● Task directions
Read through the material below and find each line that has the word "roads"; copy it.

▬▬▬▬▬▬▬▬▬▬

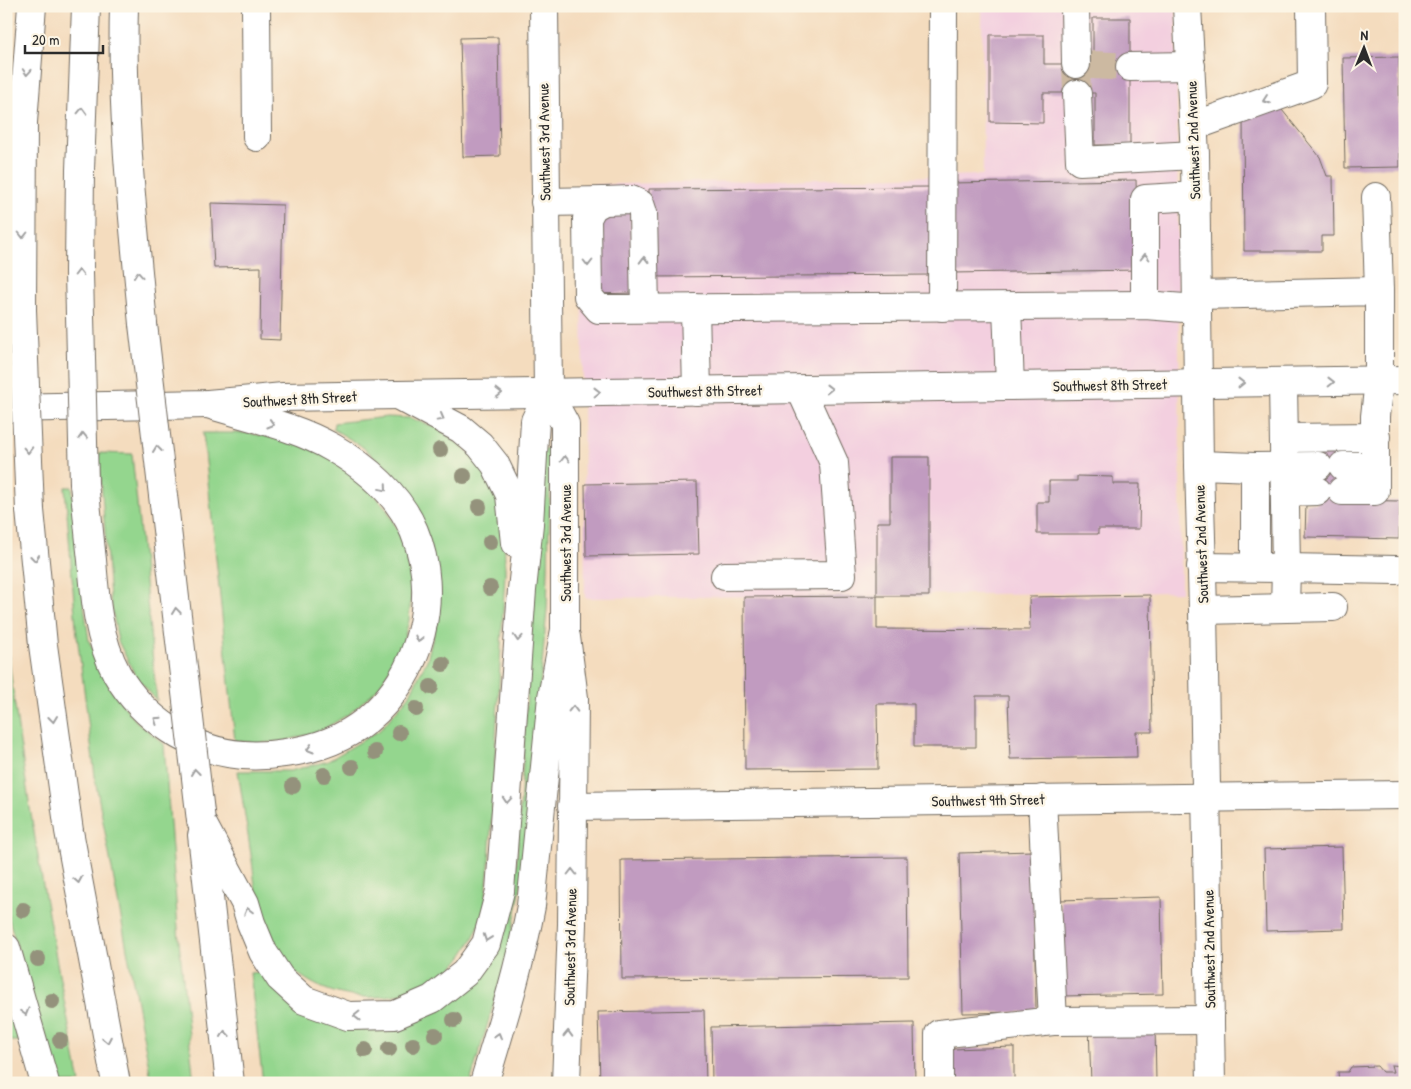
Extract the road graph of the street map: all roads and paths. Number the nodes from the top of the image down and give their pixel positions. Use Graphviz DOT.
graph roads {
  1 [pos="32,6"];
  2 [pos="86,6"];
  3 [pos="124,6"];
  4 [pos="256,6"];
  5 [pos="544,6"];
  6 [pos="942,6"];
  7 [pos="1075,6"];
  8 [pos="1187,6"];
  9 [pos="1311,6"];
  10 [pos="1076,64"];
  11 [pos="1191,66"];
  12 [pos="1130,67"];
  13 [pos="1077,94"];
  14 [pos="1194,126"];
  15 [pos="257,137"];
  16 [pos="1195,155"];
  17 [pos="1196,196"];
  18 [pos="1376,198"];
  19 [pos="604,201"];
  20 [pos="545,202"];
  21 [pos="1379,291"];
  22 [pos="1197,302"];
  23 [pos="1145,305"];
  24 [pos="942,307"];
  25 [pos="1008,307"];
  26 [pos="645,308"];
  27 [pos="695,308"];
  28 [pos="1392,381"];
  29 [pos="1283,383"];
  30 [pos="1198,384"];
  31 [pos="1010,386"];
  32 [pos="801,390"];
  33 [pos="698,391"];
  34 [pos="548,393"];
  35 [pos="398,395"];
  36 [pos="208,404"];
  37 [pos="6,408"];
  38 [pos="1376,437"];
  39 [pos="1284,438"];
  40 [pos="1199,465"];
  41 [pos="1255,467"];
  42 [pos="1285,479"];
  43 [pos="1202,567"];
  44 [pos="1256,567"];
  45 [pos="1286,568"];
  46 [pos="1397,570"];
  47 [pos="725,576"];
  48 [pos="522,590"];
  49 [pos="1333,606"];
  50 [pos="1285,607"];
  51 [pos="1204,610"];
  52 [pos="566,630"];
  53 [pos="1405,795"];
  54 [pos="1206,797"];
  55 [pos="1042,799"];
  56 [pos="572,806"];
  57 [pos="201,821"];
  58 [pos="6,948"];
  59 [pos="1210,1020"];
  60 [pos="1053,1021"];
  61 [pos="46,1083"];
  62 [pos="116,1083"];
  63 [pos="230,1083"];
  64 [pos="484,1083"];
  65 [pos="566,1083"];
  66 [pos="939,1083"];
  67 [pos="1211,1083"];
  1 -- 62 [label="main road, one-way, bridge"];
  36 -- 2 [label="main road, one-way, bridge"];
  57 -- 3 [label="main road, one-way, bridge"];
  4 -- 15 [label="main road"];
  5 -- 20 [label="main road, Southwest 3rd Avenue"];
  6 -- 24 [label="main road"];
  7 -- 10 [label="main road"];
  8 -- 11 [label="main road, Southwest 2nd Avenue"];
  9 -- 14 [label="main road, one-way"];
  11 -- 12 [label="main road"];
  11 -- 14 [label="main road, Southwest 2nd Avenue"];
  13 -- 16 [label="main road"];
  14 -- 16 [label="main road, Southwest 2nd Avenue"];
  16 -- 17 [label="main road, Southwest 2nd Avenue"];
  17 -- 22 [label="main road, Southwest 2nd Avenue"];
  23 -- 17 [label="main road, one-way"];
  18 -- 21 [label="main road"];
  19 -- 20 [label="main road"];
  26 -- 19 [label="main road, one-way"];
  19 -- 26 [label="main road, one-way"];
  20 -- 34 [label="main road, Southwest 3rd Avenue"];
  21 -- 22 [label="main road"];
  21 -- 28 [label="main road"];
  22 -- 23 [label="main road"];
  22 -- 30 [label="main road, Southwest 2nd Avenue"];
  23 -- 25 [label="main road"];
  24 -- 25 [label="main road"];
  24 -- 27 [label="main road"];
  25 -- 31 [label="main road"];
  26 -- 27 [label="main road"];
  27 -- 33 [label="main road"];
  29 -- 28 [label="main road, Southwest 8th Street, one-way"];
  28 -- 38 [label="main road"];
  30 -- 29 [label="main road, Southwest 8th Street, one-way"];
  29 -- 39 [label="main road"];
  30 -- 31 [label="main road, Southwest 8th Street"];
  30 -- 40 [label="main road, Southwest 2nd Avenue"];
  32 -- 31 [label="main road, Southwest 8th Street, one-way"];
  32 -- 33 [label="main road, Southwest 8th Street"];
  32 -- 47 [label="main road"];
  34 -- 33 [label="main road, Southwest 8th Street, one-way"];
  35 -- 34 [label="main road, Southwest 8th Street, one-way"];
  34 -- 48 [label="main road"];
  52 -- 34 [label="main road, Southwest 3rd Avenue, one-way"];
  35 -- 36 [label="main road, Southwest 8th Street"];
  35 -- 48 [label="main road, one-way"];
  36 -- 37 [label="main road, Southwest 8th Street"];
  38 -- 39 [label="main road"];
  38 -- 42 [label="main road"];
  39 -- 42 [label="main road"];
  40 -- 41 [label="main road"];
  40 -- 43 [label="main road, Southwest 2nd Avenue"];
  41 -- 42 [label="main road"];
  41 -- 44 [label="main road"];
  42 -- 45 [label="main road"];
  43 -- 44 [label="main road"];
  43 -- 51 [label="main road, Southwest 2nd Avenue"];
  44 -- 45 [label="main road"];
  45 -- 46 [label="main road"];
  45 -- 50 [label="main road"];
  48 -- 57 [label="main road, one-way"];
  49 -- 50 [label="main road"];
  50 -- 51 [label="main road"];
  51 -- 54 [label="main road, Southwest 2nd Avenue"];
  56 -- 52 [label="main road, Southwest 3rd Avenue, one-way"];
  64 -- 52 [label="main road, one-way"];
  53 -- 54 [label="main road, Southwest 9th Street"];
  54 -- 55 [label="main road, Southwest 9th Street"];
  54 -- 59 [label="main road, Southwest 2nd Avenue"];
  55 -- 56 [label="main road, Southwest 9th Street"];
  55 -- 60 [label="main road"];
  65 -- 56 [label="main road, Southwest 3rd Avenue, one-way"];
  63 -- 57 [label="main road, one-way"];
  58 -- 61 [label="main road, one-way"];
  59 -- 60 [label="main road"];
  59 -- 67 [label="main road, Southwest 2nd Avenue"];
  60 -- 66 [label="main road"];
}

▬▬▬▬▬▬▬▬▬▬

● Exercise response
Extract the road graph of the street map: all roads and paths. Number the nodes from the top of the image down and give their pixel positions. Use Graphviz DOT.
graph roads {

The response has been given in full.